I disagree with the assertion that stable blood glucose levels for an entire week or one severe hypo episode will significantly affect the performances of a type 1 diabetic for up to 3 days. As long as I am not taken to the hospital, the worst I can possibly experience from insulin-induced hypoglycemia is a headache that lasts a few hours after the episode as my body renormalizes itself. A 3 day effect for anything outside of going into a coma is not accurate and overstated.

Also the type 1 diabetic has not only defective insulin production, but also has defective counter-regulatory responses (glucagon, epinephrine, cortisol) to hypoglycemia and he technically should not be using himself as an example for situations to deter healthy persons from taking exogenous insulin; their body acts in vastly different manners with respect to glucose homeostasis and their response to insulin is not the same.
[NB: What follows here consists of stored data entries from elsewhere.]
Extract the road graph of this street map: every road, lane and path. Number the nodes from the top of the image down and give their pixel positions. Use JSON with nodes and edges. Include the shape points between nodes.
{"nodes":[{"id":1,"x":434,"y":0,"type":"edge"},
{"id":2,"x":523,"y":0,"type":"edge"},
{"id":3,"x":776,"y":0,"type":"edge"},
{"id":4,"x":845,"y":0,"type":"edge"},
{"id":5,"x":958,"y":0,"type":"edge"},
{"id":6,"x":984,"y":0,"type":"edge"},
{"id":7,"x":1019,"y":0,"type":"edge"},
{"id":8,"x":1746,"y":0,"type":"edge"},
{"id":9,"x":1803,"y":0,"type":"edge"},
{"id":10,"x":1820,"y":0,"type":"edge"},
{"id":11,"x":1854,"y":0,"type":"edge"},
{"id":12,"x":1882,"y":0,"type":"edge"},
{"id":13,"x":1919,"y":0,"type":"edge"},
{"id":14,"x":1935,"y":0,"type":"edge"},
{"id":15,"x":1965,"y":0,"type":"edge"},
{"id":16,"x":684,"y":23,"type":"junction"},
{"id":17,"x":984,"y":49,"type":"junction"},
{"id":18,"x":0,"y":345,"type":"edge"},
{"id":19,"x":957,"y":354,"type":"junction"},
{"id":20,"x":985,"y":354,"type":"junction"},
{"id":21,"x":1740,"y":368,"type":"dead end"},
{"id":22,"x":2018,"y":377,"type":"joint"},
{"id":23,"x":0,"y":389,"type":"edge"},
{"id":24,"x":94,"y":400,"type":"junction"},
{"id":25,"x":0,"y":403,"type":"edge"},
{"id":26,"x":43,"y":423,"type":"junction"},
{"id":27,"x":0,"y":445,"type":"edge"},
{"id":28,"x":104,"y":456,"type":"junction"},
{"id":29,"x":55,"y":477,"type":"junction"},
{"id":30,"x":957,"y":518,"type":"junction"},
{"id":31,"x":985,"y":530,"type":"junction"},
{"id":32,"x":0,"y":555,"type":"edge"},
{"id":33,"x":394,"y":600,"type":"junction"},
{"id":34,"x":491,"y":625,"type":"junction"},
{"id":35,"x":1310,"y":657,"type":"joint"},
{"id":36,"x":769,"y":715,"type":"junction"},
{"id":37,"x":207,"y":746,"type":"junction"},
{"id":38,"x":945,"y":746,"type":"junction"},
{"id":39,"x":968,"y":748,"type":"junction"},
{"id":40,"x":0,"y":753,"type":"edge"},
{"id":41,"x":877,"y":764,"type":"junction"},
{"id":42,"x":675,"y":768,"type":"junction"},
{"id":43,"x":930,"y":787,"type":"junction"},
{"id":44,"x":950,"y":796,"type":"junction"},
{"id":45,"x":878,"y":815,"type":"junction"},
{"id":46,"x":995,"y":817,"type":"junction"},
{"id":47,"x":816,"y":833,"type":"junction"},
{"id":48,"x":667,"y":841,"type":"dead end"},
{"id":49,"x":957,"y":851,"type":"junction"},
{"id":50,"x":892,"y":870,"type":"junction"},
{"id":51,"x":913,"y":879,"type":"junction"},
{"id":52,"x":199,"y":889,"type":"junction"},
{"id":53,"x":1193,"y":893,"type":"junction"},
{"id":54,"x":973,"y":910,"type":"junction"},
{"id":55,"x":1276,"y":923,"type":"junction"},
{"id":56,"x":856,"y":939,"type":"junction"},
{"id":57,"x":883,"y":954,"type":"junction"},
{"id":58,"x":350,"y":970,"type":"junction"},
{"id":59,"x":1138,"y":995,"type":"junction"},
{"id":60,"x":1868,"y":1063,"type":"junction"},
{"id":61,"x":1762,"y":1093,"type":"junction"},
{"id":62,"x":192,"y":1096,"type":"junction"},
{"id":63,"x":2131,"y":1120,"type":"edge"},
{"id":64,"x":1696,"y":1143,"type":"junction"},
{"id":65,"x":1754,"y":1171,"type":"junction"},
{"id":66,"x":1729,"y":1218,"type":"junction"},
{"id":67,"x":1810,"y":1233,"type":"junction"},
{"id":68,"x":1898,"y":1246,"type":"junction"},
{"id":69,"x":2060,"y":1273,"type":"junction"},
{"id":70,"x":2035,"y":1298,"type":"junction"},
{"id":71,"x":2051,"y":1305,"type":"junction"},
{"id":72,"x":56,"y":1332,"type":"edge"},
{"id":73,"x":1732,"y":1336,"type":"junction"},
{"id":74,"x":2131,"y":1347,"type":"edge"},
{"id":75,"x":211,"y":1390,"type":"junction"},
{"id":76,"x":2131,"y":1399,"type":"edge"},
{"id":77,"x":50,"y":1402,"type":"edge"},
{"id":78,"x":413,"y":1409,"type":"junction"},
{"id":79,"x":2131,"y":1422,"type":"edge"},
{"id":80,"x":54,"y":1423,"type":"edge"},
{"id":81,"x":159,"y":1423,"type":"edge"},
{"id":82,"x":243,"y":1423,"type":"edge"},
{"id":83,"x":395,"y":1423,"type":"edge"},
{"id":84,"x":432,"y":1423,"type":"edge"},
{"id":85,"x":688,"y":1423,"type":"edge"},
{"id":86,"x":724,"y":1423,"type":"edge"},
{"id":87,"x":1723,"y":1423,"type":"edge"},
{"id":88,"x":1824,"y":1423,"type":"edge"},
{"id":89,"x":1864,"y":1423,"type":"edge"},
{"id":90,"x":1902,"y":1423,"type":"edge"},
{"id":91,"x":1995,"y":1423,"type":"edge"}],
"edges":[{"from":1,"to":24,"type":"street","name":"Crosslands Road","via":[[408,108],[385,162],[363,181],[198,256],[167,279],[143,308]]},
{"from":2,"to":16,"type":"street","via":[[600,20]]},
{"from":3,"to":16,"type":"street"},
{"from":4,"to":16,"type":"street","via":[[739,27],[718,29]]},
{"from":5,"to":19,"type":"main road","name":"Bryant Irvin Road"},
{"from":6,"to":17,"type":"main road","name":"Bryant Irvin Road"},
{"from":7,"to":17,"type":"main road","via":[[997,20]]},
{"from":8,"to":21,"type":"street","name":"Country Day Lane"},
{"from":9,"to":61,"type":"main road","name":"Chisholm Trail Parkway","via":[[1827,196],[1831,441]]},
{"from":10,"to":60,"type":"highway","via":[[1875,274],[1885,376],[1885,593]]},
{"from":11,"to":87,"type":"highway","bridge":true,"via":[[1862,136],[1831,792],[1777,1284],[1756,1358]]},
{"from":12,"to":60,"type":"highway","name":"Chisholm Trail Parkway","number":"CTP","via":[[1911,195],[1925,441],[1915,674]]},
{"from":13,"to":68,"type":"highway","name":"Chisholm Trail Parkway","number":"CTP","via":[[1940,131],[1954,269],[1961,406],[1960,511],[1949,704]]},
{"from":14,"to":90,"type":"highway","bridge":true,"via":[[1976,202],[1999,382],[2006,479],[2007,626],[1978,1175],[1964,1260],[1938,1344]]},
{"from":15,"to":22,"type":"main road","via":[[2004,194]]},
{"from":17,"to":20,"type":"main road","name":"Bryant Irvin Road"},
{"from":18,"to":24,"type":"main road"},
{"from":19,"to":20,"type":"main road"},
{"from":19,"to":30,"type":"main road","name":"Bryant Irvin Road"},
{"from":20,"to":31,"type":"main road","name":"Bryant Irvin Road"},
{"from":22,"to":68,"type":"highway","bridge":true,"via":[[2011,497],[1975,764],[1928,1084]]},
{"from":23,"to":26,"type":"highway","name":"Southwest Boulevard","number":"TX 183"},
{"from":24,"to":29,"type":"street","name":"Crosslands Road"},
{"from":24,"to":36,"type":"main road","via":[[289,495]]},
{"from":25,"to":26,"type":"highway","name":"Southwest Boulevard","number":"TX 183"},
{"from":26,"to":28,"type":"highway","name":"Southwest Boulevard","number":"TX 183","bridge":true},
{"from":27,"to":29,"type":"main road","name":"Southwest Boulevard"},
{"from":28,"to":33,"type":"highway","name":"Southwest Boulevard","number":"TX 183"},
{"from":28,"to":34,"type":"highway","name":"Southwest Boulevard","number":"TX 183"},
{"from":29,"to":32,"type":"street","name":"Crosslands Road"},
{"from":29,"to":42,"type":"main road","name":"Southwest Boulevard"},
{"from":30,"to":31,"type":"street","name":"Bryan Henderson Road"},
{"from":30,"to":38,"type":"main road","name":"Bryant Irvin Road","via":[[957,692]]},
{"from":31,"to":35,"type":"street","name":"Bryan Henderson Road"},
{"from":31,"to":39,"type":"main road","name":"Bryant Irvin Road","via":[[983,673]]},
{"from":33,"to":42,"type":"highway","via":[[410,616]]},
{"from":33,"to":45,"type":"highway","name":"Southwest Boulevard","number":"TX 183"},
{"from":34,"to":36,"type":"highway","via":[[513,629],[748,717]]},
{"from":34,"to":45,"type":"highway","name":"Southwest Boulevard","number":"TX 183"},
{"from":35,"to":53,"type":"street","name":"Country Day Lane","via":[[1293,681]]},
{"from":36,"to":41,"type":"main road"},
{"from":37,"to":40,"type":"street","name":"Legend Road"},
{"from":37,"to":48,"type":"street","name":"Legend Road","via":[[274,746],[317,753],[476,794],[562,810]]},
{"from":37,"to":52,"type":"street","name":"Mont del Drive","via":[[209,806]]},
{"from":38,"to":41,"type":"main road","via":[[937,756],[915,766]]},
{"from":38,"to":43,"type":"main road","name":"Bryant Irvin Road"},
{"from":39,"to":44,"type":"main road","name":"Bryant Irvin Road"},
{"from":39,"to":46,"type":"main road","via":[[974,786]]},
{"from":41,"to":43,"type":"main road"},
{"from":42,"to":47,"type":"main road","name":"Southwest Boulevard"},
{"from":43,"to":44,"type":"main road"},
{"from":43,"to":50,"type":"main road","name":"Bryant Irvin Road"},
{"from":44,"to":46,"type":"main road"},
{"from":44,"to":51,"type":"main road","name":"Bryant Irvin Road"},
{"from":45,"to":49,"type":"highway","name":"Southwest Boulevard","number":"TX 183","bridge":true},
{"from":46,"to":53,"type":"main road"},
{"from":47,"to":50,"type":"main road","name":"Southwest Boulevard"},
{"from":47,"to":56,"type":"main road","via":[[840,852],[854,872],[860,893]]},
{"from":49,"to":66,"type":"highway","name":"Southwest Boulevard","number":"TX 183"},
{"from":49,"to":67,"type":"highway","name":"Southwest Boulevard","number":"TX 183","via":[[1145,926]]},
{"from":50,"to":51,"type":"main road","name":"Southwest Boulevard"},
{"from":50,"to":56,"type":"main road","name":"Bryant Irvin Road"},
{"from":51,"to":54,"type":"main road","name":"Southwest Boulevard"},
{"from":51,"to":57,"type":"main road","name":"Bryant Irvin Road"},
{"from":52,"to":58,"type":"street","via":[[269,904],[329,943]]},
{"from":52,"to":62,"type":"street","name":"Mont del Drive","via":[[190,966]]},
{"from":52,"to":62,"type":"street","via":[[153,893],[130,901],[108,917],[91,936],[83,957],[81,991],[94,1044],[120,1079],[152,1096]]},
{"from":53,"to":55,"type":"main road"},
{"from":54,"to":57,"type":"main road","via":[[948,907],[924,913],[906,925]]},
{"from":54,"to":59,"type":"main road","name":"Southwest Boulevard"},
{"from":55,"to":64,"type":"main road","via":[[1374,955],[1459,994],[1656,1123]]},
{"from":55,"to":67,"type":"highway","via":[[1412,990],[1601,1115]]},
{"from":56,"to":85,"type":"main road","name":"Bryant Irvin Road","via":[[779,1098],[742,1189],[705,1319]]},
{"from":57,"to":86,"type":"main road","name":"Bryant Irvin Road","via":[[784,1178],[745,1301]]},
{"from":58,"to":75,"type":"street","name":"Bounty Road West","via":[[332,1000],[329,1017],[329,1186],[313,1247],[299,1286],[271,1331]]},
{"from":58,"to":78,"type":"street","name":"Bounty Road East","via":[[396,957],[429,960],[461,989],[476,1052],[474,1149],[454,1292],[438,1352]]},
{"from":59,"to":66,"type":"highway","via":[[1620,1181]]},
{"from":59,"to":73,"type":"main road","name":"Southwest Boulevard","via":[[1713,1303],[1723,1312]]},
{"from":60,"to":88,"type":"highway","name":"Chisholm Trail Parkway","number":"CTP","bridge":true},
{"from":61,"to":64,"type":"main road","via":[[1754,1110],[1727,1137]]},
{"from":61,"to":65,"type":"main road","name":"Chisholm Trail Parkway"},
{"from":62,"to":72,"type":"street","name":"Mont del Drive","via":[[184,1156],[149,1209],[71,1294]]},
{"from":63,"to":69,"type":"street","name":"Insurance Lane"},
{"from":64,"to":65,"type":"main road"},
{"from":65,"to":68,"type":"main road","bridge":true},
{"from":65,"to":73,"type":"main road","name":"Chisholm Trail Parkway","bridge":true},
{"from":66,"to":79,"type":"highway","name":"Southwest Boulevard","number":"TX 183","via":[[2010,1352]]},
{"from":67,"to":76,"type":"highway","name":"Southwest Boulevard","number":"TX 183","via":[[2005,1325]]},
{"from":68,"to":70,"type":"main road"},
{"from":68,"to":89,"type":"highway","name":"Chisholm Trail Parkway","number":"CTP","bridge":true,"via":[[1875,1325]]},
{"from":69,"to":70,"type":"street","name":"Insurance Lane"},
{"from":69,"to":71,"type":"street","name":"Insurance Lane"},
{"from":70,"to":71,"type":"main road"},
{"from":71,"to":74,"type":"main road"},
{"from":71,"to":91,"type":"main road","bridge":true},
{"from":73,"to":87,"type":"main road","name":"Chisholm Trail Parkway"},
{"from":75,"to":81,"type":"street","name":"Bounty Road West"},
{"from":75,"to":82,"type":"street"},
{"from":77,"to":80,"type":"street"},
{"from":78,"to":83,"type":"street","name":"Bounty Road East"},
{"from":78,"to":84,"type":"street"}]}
No the “shakes” are a direct result of low brain glucose levels. Why would epinephrine release cause you to feel “shaky and weak” if epinephrine release is supposed to be a part of the “return to normoglycemia (ie, feeling normal again because your glucose is back above 60-70 mg/dL)?”

And who said you need to take insulin use to this point to get positive growth effects anyways? Where is the evidence?

I agree that it is extremely dangerous, but we need to be properly informed and most importantly UNBIASED in our opinions before we think we can write about why the dangerous nature of insulin use and what it does is enough to deter a person without diabetes to never take it…

Not really much to contribute and dont mean to clog it up just want to say thank you fellas this is an awesome discussion, just sittin back 'spongin it up!